Thursday, December 18, 2014
Sony, Korea and Millions of Shoes
Movies can be dangerous things. Comedy and satire too mingle with danger, tyrants and dictators aren't powerful due to their great sense of wit.
Yesterday, fearful of a promise of violent attack on movie theaters showing "The Interview", Sony Pictures pulled the movie from release. The movie's comic misadventures in a silly CIA plot to assassinate an actual, living human dictator in North Korea catapulted it from obscurity to infamy and history in record time.
Immediately too, cries that removal of the movie from distribution was giving terrorists control followed Sony's decision.
Sadly, caving in to demands of supposed terrorists seems more a rule than an exception.
Millions upon millions of shoes being removed at airports seems proof of that. Nation after nation has embraced a grim surveillance society since 2001. Haven't we already caved?
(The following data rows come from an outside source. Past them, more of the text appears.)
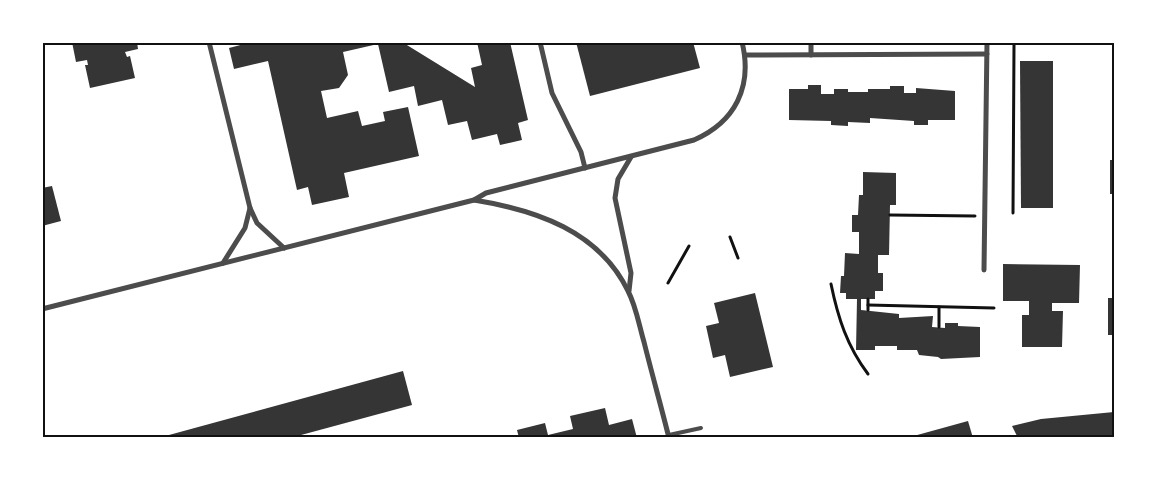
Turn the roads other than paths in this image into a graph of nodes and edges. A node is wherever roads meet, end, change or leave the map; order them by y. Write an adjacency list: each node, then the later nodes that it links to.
1 (209, 42): 12 (street)
2 (540, 42): 10 (street)
3 (742, 42): 7 (street)
4 (811, 42): 8 (street)
5 (988, 42): 6 (street)
6 (987, 54): 8 (street); 15 (street)
7 (745, 55): 8 (street); 9 (street)
8 (811, 55)
9 (631, 157): 10 (street); 16 (street)
10 (585, 168): 11 (street)
11 (474, 200): 13 (street); 16 (street)
12 (250, 208): 13 (street); 14 (street)
13 (284, 248): 14 (street)
14 (223, 264): 17 (street)
15 (984, 270)
16 (629, 292): 19 (street)
17 (42, 309)
18 (701, 428): 19 (lane)
19 (669, 436)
As for the movie -- did North Korean hackers acting on behalf of the state attack Sony? Some say no way:
"It's not possible. It would have taken months, maybe even years, to exfiltrate something like 100 terabytes of data without anyone noticing. ... Look at the bandwidth going into North Korea. I mean, the pipelines, the pipes going in, handling data, they only have one major ISP across their entire nation. That kind of information flowing at one time would have shut down North Korean Internet completely."
"Monsegur thinks it's also possible this was an inside job, that an employee or consultant downloaded all the information from Sony's servers and then sold it to someone else."
The potential of lawsuits against distributors and theater owners seems large, given they had been "warned" ahead of time of an attack on theaters.
The screenwriter of "The Interview" is beyond amazed by all this.